Kazakhstan’s Ministry of Industry and Construction has developed a draft order "On some issues of regulating the export of steel billets”.
According to the document, the country plans to ban the export of the following products for six months: iron and non-alloy steel, in ingots or other primary forms (except iron of heading 7203) and semi-finished products made of iron or non-alloy steel.
The restrictions will apply to all types of transport. The draft document is posted on the Open NPA portal and is available for public discussion until 11 June.
According to the ministry, the temporary ban is intended to stimulate the processing of raw materials within the country in order to produce finished products with higher added value. “This will help strengthen the economy and reduce dependence on imported finished steel products,” it notes.
Kazakhstan increased crude steel production in April to 369,634 tonnes, up by 1.2% month-on-month and 5% higher year-on-year (see Kallanish passim). January-April steel production was thus 1.41 million tonnes, up 9.1% on-year.
In 2024, Kazakhstan’s steel production was 4.17 million tonnes, up 9.5% on-year, driven by flat steel output growth of 18.2% to 2.9mt.
Kazakhstan’s Qarmet steelworks’ business plan for 2025 provides for the production of 3.7mt of steel. The firm said previously it planned to increase tube production at its AktauPipe Plant to 100,000t, alongside the addition of railway tracks into the plant. It currently has an annual design capacity of 60,000t of pipe products.

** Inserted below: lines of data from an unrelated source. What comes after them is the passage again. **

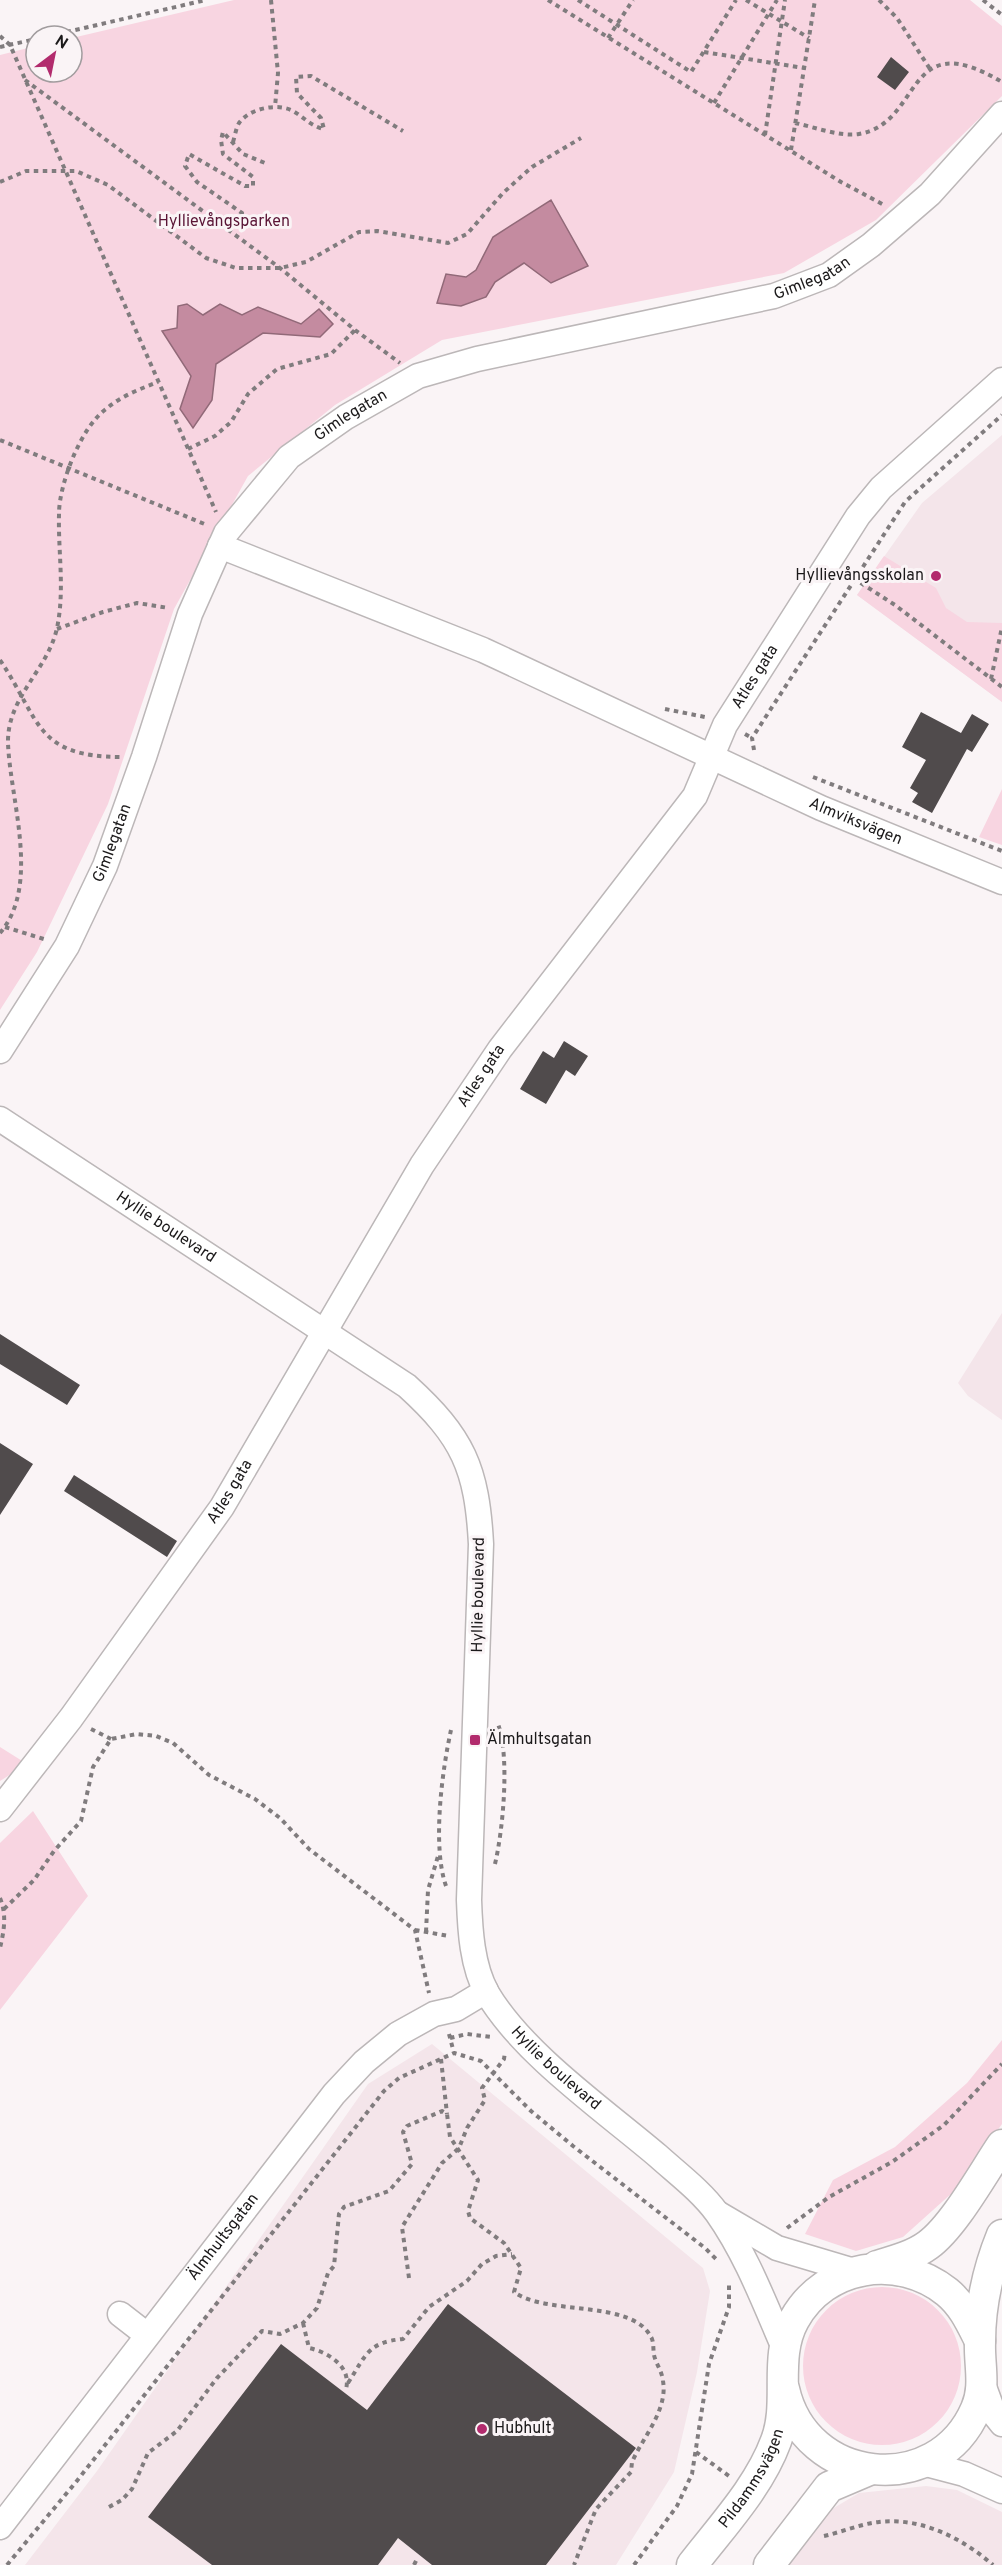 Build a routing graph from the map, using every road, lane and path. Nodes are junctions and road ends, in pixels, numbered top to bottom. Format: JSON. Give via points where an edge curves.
{"nodes":[{"id":1,"x":206,"y":0,"type":"edge"},
{"id":2,"x":271,"y":0,"type":"edge"},
{"id":3,"x":548,"y":0,"type":"edge"},
{"id":4,"x":578,"y":0,"type":"edge"},
{"id":5,"x":633,"y":0,"type":"edge"},
{"id":6,"x":736,"y":0,"type":"edge"},
{"id":7,"x":746,"y":0,"type":"edge"},
{"id":8,"x":777,"y":0,"type":"edge"},
{"id":9,"x":785,"y":0,"type":"edge"},
{"id":10,"x":815,"y":0,"type":"edge"},
{"id":11,"x":879,"y":0,"type":"edge"},
{"id":12,"x":983,"y":0,"type":"edge"},
{"id":13,"x":768,"y":14,"type":"junction"},
{"id":14,"x":1002,"y":15,"type":"edge"},
{"id":15,"x":782,"y":21,"type":"junction"},
{"id":16,"x":617,"y":25,"type":"junction"},
{"id":17,"x":84,"y":28,"type":"edge"},
{"id":18,"x":0,"y":36,"type":"edge"},
{"id":19,"x":608,"y":38,"type":"junction"},
{"id":20,"x":809,"y":38,"type":"junction"},
{"id":21,"x":24,"y":42,"type":"edge"},
{"id":22,"x":10,"y":45,"type":"junction"},
{"id":23,"x":0,"y":47,"type":"edge"},
{"id":24,"x":704,"y":52,"type":"junction"},
{"id":25,"x":741,"y":58,"type":"junction"},
{"id":26,"x":775,"y":63,"type":"junction"},
{"id":27,"x":804,"y":68,"type":"junction"},
{"id":28,"x":930,"y":69,"type":"junction"},
{"id":29,"x":24,"y":78,"type":"edge"},
{"id":30,"x":1002,"y":82,"type":"edge"},
{"id":31,"x":27,"y":84,"type":"edge"},
{"id":32,"x":30,"y":84,"type":"edge"},
{"id":33,"x":714,"y":103,"type":"junction"},
{"id":34,"x":275,"y":107,"type":"junction"},
{"id":35,"x":1002,"y":114,"type":"edge"},
{"id":36,"x":795,"y":123,"type":"junction"},
{"id":37,"x":402,"y":131,"type":"dead end"},
{"id":38,"x":765,"y":135,"type":"junction"},
{"id":39,"x":581,"y":138,"type":"dead end"},
{"id":40,"x":233,"y":142,"type":"junction"},
{"id":41,"x":791,"y":151,"type":"junction"},
{"id":42,"x":265,"y":163,"type":"dead end"},
{"id":43,"x":65,"y":171,"type":"junction"},
{"id":44,"x":0,"y":182,"type":"edge"},
{"id":45,"x":905,"y":216,"type":"junction"},
{"id":46,"x":217,"y":221,"type":"junction"},
{"id":47,"x":280,"y":268,"type":"junction"},
{"id":48,"x":355,"y":330,"type":"junction"},
{"id":49,"x":418,"y":376,"type":"junction"},
{"id":50,"x":1002,"y":380,"type":"edge"},
{"id":51,"x":158,"y":382,"type":"junction"},
{"id":52,"x":1002,"y":415,"type":"edge"},
{"id":53,"x":188,"y":449,"type":"junction"},
{"id":54,"x":223,"y":539,"type":"junction"},
{"id":55,"x":853,"y":578,"type":"junction"},
{"id":56,"x":190,"y":614,"type":"junction"},
{"id":57,"x":1002,"y":627,"type":"edge"},
{"id":58,"x":57,"y":629,"type":"junction"},
{"id":59,"x":0,"y":660,"type":"edge"},
{"id":60,"x":991,"y":679,"type":"junction"},
{"id":61,"x":1002,"y":687,"type":"edge"},
{"id":62,"x":21,"y":694,"type":"junction"},
{"id":63,"x":757,"y":753,"type":"dead end"},
{"id":64,"x":144,"y":757,"type":"junction"},
{"id":65,"x":711,"y":758,"type":"junction"},
{"id":66,"x":806,"y":774,"type":"dead end"},
{"id":67,"x":1002,"y":850,"type":"edge"},
{"id":68,"x":1002,"y":882,"type":"edge"},
{"id":69,"x":5,"y":927,"type":"junction"},
{"id":70,"x":0,"y":933,"type":"edge"},
{"id":71,"x":68,"y":945,"type":"junction"},
{"id":72,"x":0,"y":1051,"type":"edge"},
{"id":73,"x":0,"y":1119,"type":"edge"},
{"id":74,"x":324,"y":1330,"type":"junction"},
{"id":75,"x":496,"y":1717,"type":"dead end"},
{"id":76,"x":453,"y":1719,"type":"dead end"},
{"id":77,"x":0,"y":1809,"type":"edge"},
{"id":78,"x":439,"y":1855,"type":"junction"},
{"id":79,"x":494,"y":1869,"type":"dead end"},
{"id":80,"x":0,"y":1898,"type":"edge"},
{"id":81,"x":450,"y":1898,"type":"dead end"},
{"id":82,"x":4,"y":1909,"type":"junction"},
{"id":83,"x":452,"y":1927,"type":"dead end"},
{"id":84,"x":415,"y":1930,"type":"junction"},
{"id":85,"x":426,"y":1932,"type":"junction"},
{"id":86,"x":0,"y":1948,"type":"edge"},
{"id":87,"x":486,"y":1991,"type":"junction"},
{"id":88,"x":434,"y":2014,"type":"junction"},
{"id":89,"x":450,"y":2038,"type":"junction"},
{"id":90,"x":494,"y":2038,"type":"dead end"},
{"id":91,"x":505,"y":2049,"type":"dead end"},
{"id":92,"x":454,"y":2053,"type":"junction"},
{"id":93,"x":441,"y":2059,"type":"junction"},
{"id":94,"x":1002,"y":2064,"type":"edge"},
{"id":95,"x":495,"y":2072,"type":"junction"},
{"id":96,"x":447,"y":2114,"type":"junction"},
{"id":97,"x":1002,"y":2145,"type":"edge"},
{"id":98,"x":459,"y":2148,"type":"junction"},
{"id":99,"x":716,"y":2212,"type":"junction"},
{"id":100,"x":777,"y":2223,"type":"dead end"},
{"id":101,"x":1002,"y":2235,"type":"edge"},
{"id":102,"x":782,"y":2238,"type":"junction"},
{"id":103,"x":512,"y":2254,"type":"junction"},
{"id":104,"x":860,"y":2270,"type":"junction"},
{"id":105,"x":723,"y":2271,"type":"dead end"},
{"id":106,"x":751,"y":2271,"type":"junction"},
{"id":107,"x":409,"y":2278,"type":"dead end"},
{"id":108,"x":120,"y":2314,"type":"dead end"},
{"id":109,"x":303,"y":2323,"type":"junction"},
{"id":110,"x":147,"y":2335,"type":"junction"},
{"id":111,"x":980,"y":2341,"type":"junction"},
{"id":112,"x":784,"y":2348,"type":"junction"},
{"id":113,"x":782,"y":2378,"type":"junction"},
{"id":114,"x":348,"y":2382,"type":"junction"},
{"id":115,"x":983,"y":2384,"type":"junction"},
{"id":116,"x":346,"y":2389,"type":"dead end"},
{"id":117,"x":1002,"y":2424,"type":"edge"},
{"id":118,"x":696,"y":2452,"type":"junction"},
{"id":119,"x":922,"y":2463,"type":"junction"},
{"id":120,"x":869,"y":2470,"type":"junction"},
{"id":121,"x":749,"y":2490,"type":"junction"},
{"id":122,"x":1002,"y":2492,"type":"edge"},
{"id":123,"x":109,"y":2507,"type":"dead end"},
{"id":124,"x":800,"y":2524,"type":"junction"},
{"id":125,"x":0,"y":2527,"type":"edge"},
{"id":126,"x":418,"y":2557,"type":"dead end"},
{"id":127,"x":7,"y":2565,"type":"edge"},
{"id":128,"x":414,"y":2565,"type":"edge"},
{"id":129,"x":574,"y":2565,"type":"edge"},
{"id":130,"x":634,"y":2565,"type":"edge"},
{"id":131,"x":692,"y":2565,"type":"edge"},
{"id":132,"x":769,"y":2565,"type":"edge"},
{"id":133,"x":993,"y":2565,"type":"edge"}],
"edges":[{"from":1,"to":17,"type":"path"},
{"from":2,"to":34,"type":"path","via":[[278,73]]},
{"from":3,"to":19,"type":"path"},
{"from":4,"to":16,"type":"path"},
{"from":5,"to":16,"type":"path"},
{"from":6,"to":24,"type":"path"},
{"from":7,"to":13,"type":"path"},
{"from":8,"to":13,"type":"path"},
{"from":9,"to":15,"type":"path"},
{"from":10,"to":20,"type":"path"},
{"from":11,"to":28,"type":"path","via":[[897,18]]},
{"from":12,"to":14,"type":"path"},
{"from":13,"to":15,"type":"path"},
{"from":13,"to":25,"type":"path"},
{"from":15,"to":20,"type":"path"},
{"from":15,"to":26,"type":"path"},
{"from":16,"to":19,"type":"path"},
{"from":16,"to":24,"type":"path","via":[[691,72]]},
{"from":18,"to":22,"type":"path"},
{"from":19,"to":33,"type":"path"},
{"from":20,"to":27,"type":"path"},
{"from":21,"to":22,"type":"path"},
{"from":22,"to":23,"type":"path"},
{"from":22,"to":29,"type":"path"},
{"from":24,"to":25,"type":"path"},
{"from":25,"to":26,"type":"path"},
{"from":25,"to":33,"type":"path"},
{"from":26,"to":27,"type":"path"},
{"from":26,"to":38,"type":"path"},
{"from":27,"to":36,"type":"path"},
{"from":28,"to":30,"type":"path","via":[[955,63],[971,66]]},
{"from":28,"to":36,"type":"path","via":[[876,128],[842,134]]},
{"from":31,"to":43,"type":"path"},
{"from":32,"to":46,"type":"path"},
{"from":33,"to":38,"type":"path"},
{"from":34,"to":37,"type":"path","via":[[290,109],[324,129],[321,118],[297,93],[296,77],[311,76]]},
{"from":34,"to":40,"type":"path","via":[[251,112],[238,124]]},
{"from":35,"to":45,"type":"street","name":"Gimlegatan"},
{"from":36,"to":41,"type":"path"},
{"from":38,"to":41,"type":"path"},
{"from":39,"to":47,"type":"path","via":[[532,166],[467,234],[448,243],[377,231],[359,232],[306,262]]},
{"from":40,"to":42,"type":"path","via":[[243,154]]},
{"from":40,"to":46,"type":"path","via":[[224,132],[223,154],[253,177],[253,186],[245,186],[189,154],[185,166],[197,182],[242,213],[237,219]]},
{"from":41,"to":45,"type":"path"},
{"from":43,"to":44,"type":"path","via":[[26,171]]},
{"from":43,"to":47,"type":"path","via":[[76,171],[108,185],[206,258],[236,268]]},
{"from":43,"to":51,"type":"path"},
{"from":45,"to":49,"type":"street","name":"Gimlegatan","via":[[829,275],[774,296],[477,359]]},
{"from":46,"to":47,"type":"path"},
{"from":47,"to":48,"type":"path"},
{"from":48,"to":49,"type":"path"},
{"from":48,"to":53,"type":"path","via":[[331,354],[277,369],[248,394],[231,422],[215,436]]},
{"from":49,"to":54,"type":"street","name":"Gimlegatan","via":[[346,417],[290,457]]},
{"from":50,"to":65,"type":"street","name":"Atles gata","via":[[881,488],[858,516],[725,725]]},
{"from":51,"to":53,"type":"path"},
{"from":51,"to":58,"type":"path","via":[[130,393],[104,410],[84,435],[62,486],[62,588]]},
{"from":52,"to":55,"type":"path","via":[[905,502]]},
{"from":53,"to":54,"type":"path"},
{"from":54,"to":56,"type":"street","name":"Gimlegatan"},
{"from":54,"to":65,"type":"street","name":"Almviksvägen","via":[[483,650]]},
{"from":55,"to":60,"type":"path","via":[[895,605]]},
{"from":55,"to":63,"type":"path","via":[[752,738],[752,749]]},
{"from":56,"to":58,"type":"path","via":[[137,603]]},
{"from":56,"to":64,"type":"street","name":"Gimlegatan"},
{"from":57,"to":60,"type":"path"},
{"from":58,"to":62,"type":"path","via":[[48,652]]},
{"from":59,"to":62,"type":"path"},
{"from":60,"to":61,"type":"path"},
{"from":62,"to":64,"type":"path","via":[[36,723],[55,744],[99,757]]},
{"from":62,"to":69,"type":"path","via":[[8,741],[20,878],[17,904]]},
{"from":64,"to":71,"type":"street","name":"Gimlegatan","via":[[105,866]]},
{"from":65,"to":68,"type":"street","name":"Almviksvägen","via":[[820,808]]},
{"from":65,"to":74,"type":"street","name":"Atles gata","via":[[695,796],[494,1058],[422,1165]]},
{"from":66,"to":67,"type":"path"},
{"from":69,"to":70,"type":"path"},
{"from":69,"to":71,"type":"path"},
{"from":71,"to":72,"type":"street","name":"Gimlegatan"},
{"from":73,"to":74,"type":"street","name":"Hyllie boulevard"},
{"from":74,"to":77,"type":"street","name":"Atles gata","via":[[222,1507]]},
{"from":74,"to":87,"type":"street","name":"Hyllie boulevard","via":[[407,1386],[436,1412],[455,1438],[472,1474],[481,1544],[469,1900],[471,1940]]},
{"from":75,"to":79,"type":"path","via":[[504,1740],[501,1839]]},
{"from":76,"to":78,"type":"path","via":[[444,1759]]},
{"from":78,"to":81,"type":"path"},
{"from":78,"to":85,"type":"path","via":[[428,1890]]},
{"from":80,"to":82,"type":"path"},
{"from":82,"to":84,"type":"path","via":[[34,1880],[81,1821],[93,1767],[111,1739],[137,1734],[173,1743],[210,1775],[255,1799],[280,1818],[309,1849]]},
{"from":82,"to":86,"type":"path"},
{"from":83,"to":85,"type":"path","via":[[453,1937]]},
{"from":84,"to":85,"type":"path"},
{"from":84,"to":88,"type":"path"},
{"from":87,"to":88,"type":"street","name":"Älmhultsgatan","via":[[456,2008]]},
{"from":87,"to":99,"type":"street","name":"Hyllie boulevard","via":[[534,2051],[686,2180]]},
{"from":88,"to":89,"type":"path"},
{"from":88,"to":110,"type":"street","name":"Älmhultsgatan","via":[[398,2034],[334,2094]]},
{"from":89,"to":90,"type":"path","via":[[467,2034]]},
{"from":89,"to":92,"type":"path"},
{"from":91,"to":95,"type":"path","via":[[504,2059]]},
{"from":92,"to":93,"type":"path"},
{"from":92,"to":95,"type":"path","via":[[481,2061]]},
{"from":93,"to":96,"type":"path"},
{"from":93,"to":127,"type":"path","via":[[399,2079],[384,2091]]},
{"from":94,"to":102,"type":"path","via":[[944,2125],[892,2162],[829,2197]]},
{"from":95,"to":98,"type":"path","via":[[482,2088],[485,2100]]},
{"from":95,"to":105,"type":"path","via":[[531,2111],[705,2248]]},
{"from":96,"to":98,"type":"path","via":[[450,2137]]},
{"from":96,"to":109,"type":"path","via":[[442,2111],[407,2126],[403,2132],[412,2164],[389,2191],[344,2207],[339,2214],[334,2266],[327,2273],[317,2308]]},
{"from":97,"to":104,"type":"main road","name":"Pildammsvägen","via":[[945,2228],[928,2245],[906,2257]]},
{"from":98,"to":103,"type":"path","via":[[478,2180],[468,2211],[470,2218],[504,2242]]},
{"from":98,"to":107,"type":"path","via":[[442,2163],[402,2227]]},
{"from":99,"to":102,"type":"street","name":"Hyllie boulevard"},
{"from":99,"to":106,"type":"street","name":"Hyllie boulevard"},
{"from":100,"to":102,"type":"path"},
{"from":101,"to":111,"type":"main road","name":"Pildammsvägen","via":[[991,2262]]},
{"from":102,"to":104,"type":"street","name":"Hyllie boulevard"},
{"from":103,"to":114,"type":"path","via":[[496,2256],[482,2264],[467,2281],[429,2307],[403,2339],[381,2341]]},
{"from":103,"to":129,"type":"path","via":[[521,2268],[514,2292],[518,2295],[631,2318],[651,2336],[664,2383],[662,2404],[636,2453],[632,2472],[596,2509]]},
{"from":104,"to":111,"type":"main road","name":"Pildammsvägen","via":[[896,2269],[932,2283],[948,2293],[967,2315]]},
{"from":104,"to":112,"type":"main road","name":"Pildammsvägen","via":[[831,2282],[813,2296],[794,2320]]},
{"from":106,"to":112,"type":"street","name":"Hyllie boulevard"},
{"from":106,"to":118,"type":"path","via":[[728,2280],[729,2307],[709,2364]]},
{"from":108,"to":110,"type":"street"},
{"from":109,"to":114,"type":"path","via":[[309,2348],[327,2352],[342,2367]]},
{"from":109,"to":123,"type":"path","via":[[280,2334],[262,2331],[217,2378],[177,2431],[148,2453],[132,2489]]},
{"from":110,"to":125,"type":"street","name":"Älmhultsgatan"},
{"from":111,"to":115,"type":"main road","name":"Pildammsvägen"},
{"from":112,"to":113,"type":"main road","name":"Pildammsvägen"},
{"from":113,"to":120,"type":"main road","name":"Pildammsvägen","via":[[788,2404],[819,2448],[843,2463]]},
{"from":113,"to":121,"type":"main road","name":"Pildammsvägen","via":[[777,2440]]},
{"from":114,"to":116,"type":"path"},
{"from":115,"to":117,"type":"street"},
{"from":115,"to":119,"type":"main road","name":"Pildammsvägen","via":[[976,2409],[963,2431],[944,2450]]},
{"from":118,"to":121,"type":"path"},
{"from":118,"to":130,"type":"path","via":[[692,2474],[677,2506]]},
{"from":119,"to":120,"type":"main road","name":"Pildammsvägen","via":[[896,2470]]},
{"from":119,"to":122,"type":"street","via":[[964,2474]]},
{"from":120,"to":124,"type":"main road","name":"Pildammsvägen","via":[[829,2487]]},
{"from":121,"to":131,"type":"main road","name":"Pildammsvägen"},
{"from":124,"to":132,"type":"main road","name":"Pildammsvägen"},
{"from":124,"to":133,"type":"path","via":[[825,2536],[879,2522],[917,2524],[951,2535]]},
{"from":126,"to":128,"type":"path"}]}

Qarmet and China’s Xinxing Ductile Iron Pipes Co. agreed last year to build a ductile iron pipe plant in Kazakhstan (see Kallanish passim). The pipe mill’s design capacity is to be 200,000 t/year, for a total investment of $161 million.
Qarmet also signed a $1 billion agreement with China Metallurgical Group Corporation to cooperate in the mining and metallurgical industries.